Conclusion: Synthesis on Theory Development
This concluding chapter will provide an overview of the findings and will
concludingly reiterate how the theory development process proceeded, how the “safe
sink” notion got transformed in relevant ways for the disciplines architecture,
engineering and design, and what sort of notion (object) the Urban Sink is and what
it could further entail. The chapter will also reiterate the theory elements: constructs,
relations, logics and boundaries. With these, the chapter will outline the found insights
and potential for new insights qua the (im)material metabolism. Followingly the
chapter will outline limitations and challenges of the (im)material metabolism
potential future research.
7.1. Conclusion: The (Im)Material Metabolism
The development of the theory is informed by two pertinent theoretical frameworks.
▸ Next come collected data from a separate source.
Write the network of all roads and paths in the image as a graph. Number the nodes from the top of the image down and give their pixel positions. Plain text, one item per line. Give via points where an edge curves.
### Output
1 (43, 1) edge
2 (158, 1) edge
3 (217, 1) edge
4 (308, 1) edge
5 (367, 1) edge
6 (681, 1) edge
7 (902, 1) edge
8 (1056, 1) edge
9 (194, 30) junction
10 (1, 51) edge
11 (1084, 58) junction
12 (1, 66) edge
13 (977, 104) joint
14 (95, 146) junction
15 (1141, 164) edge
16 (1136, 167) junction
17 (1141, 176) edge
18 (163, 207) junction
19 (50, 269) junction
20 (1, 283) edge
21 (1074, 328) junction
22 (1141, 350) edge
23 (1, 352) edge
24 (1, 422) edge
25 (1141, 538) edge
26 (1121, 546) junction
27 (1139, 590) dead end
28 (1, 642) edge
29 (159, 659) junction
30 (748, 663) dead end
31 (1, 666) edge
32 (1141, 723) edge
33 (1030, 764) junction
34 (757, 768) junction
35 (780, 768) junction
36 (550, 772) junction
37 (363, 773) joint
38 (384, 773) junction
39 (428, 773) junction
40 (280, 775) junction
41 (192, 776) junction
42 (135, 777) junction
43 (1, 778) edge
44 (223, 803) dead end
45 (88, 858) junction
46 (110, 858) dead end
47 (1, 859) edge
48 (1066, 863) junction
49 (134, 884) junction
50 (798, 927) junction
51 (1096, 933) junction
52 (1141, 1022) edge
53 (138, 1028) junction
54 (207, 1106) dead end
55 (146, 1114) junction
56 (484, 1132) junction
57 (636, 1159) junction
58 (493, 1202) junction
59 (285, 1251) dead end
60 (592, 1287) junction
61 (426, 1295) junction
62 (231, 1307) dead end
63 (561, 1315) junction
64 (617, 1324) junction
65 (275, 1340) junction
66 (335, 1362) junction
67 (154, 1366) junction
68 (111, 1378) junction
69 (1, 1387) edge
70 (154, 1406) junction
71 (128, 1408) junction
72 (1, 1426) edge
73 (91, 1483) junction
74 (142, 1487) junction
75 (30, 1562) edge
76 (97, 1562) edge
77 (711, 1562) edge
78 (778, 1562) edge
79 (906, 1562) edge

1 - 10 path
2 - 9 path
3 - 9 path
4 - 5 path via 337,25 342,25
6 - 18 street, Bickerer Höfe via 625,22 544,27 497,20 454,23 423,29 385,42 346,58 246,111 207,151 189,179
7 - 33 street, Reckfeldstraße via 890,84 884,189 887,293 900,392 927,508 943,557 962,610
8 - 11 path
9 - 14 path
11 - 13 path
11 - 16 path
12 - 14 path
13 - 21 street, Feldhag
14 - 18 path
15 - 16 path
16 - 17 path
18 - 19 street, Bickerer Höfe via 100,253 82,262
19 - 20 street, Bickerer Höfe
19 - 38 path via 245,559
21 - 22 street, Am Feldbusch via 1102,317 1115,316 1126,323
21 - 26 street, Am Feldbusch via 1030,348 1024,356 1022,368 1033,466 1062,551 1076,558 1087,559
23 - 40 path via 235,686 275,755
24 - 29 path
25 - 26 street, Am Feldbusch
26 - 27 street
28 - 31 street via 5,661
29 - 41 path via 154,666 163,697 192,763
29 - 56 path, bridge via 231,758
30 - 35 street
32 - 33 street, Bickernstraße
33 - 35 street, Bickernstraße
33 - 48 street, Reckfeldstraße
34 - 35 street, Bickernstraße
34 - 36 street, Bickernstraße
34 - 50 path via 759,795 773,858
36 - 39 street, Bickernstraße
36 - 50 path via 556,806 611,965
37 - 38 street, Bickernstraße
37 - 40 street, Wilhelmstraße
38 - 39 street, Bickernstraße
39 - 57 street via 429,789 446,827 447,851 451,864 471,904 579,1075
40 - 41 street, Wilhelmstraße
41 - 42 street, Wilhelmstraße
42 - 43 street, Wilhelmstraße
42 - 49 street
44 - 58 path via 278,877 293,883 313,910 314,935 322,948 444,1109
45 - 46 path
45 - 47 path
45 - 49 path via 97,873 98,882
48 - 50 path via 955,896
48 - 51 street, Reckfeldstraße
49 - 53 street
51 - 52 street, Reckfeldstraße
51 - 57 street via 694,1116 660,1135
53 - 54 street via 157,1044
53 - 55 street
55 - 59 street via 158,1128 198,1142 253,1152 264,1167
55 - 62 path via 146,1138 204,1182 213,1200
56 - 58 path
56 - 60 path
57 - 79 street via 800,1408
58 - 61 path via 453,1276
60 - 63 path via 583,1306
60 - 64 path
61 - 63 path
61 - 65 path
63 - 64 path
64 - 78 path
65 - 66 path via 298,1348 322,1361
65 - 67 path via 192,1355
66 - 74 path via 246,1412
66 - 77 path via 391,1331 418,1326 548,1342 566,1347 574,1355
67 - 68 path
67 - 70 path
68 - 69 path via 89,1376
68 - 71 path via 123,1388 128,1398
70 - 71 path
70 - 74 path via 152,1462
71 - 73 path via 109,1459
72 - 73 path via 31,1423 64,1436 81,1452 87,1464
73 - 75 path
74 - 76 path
The juxtaposing of tectonic theory with industrial ecology (societal metabolism) in
relation to challenges of material flows within the built environment was done through
the centralization of the notion of “safe sink” from industrial ecology. The industrial
ecology notion of “safe sink” is mainly concerned with the material aspect of safely
storing materials. As this notion of safe sink (or more generally sink) is central to a
sustainable approach in any industry, its transition into architectural discourse
necessitated a nuancing of the “safe sink” notion towards being more sensitive
immaterial as well as material consideration.
This was done through a meticulous process of adding, the adjusting and connecting
(Keestra et al 2016) of notions and concepts from the two theoretical frameworks. The
process was furthermore supplemented by an overall scope of the metaphor of
metabolism, logical argumentation, using existing tectonic and industrial ecology
theory (and methodology) along with existing philosophical texts (as was described
in chapter 3 and done in chapter 4).
The (im)material metabolism was thus manifested as a spectrum of material and
immaterial constructs and relations (unlike the usual tectonic material-immaterial
dualisms) which were also coupled with a set of logics and boundaries which grounds
the constructs in critical (and self-critical) discourse regarding design and its
subsequent material consequences.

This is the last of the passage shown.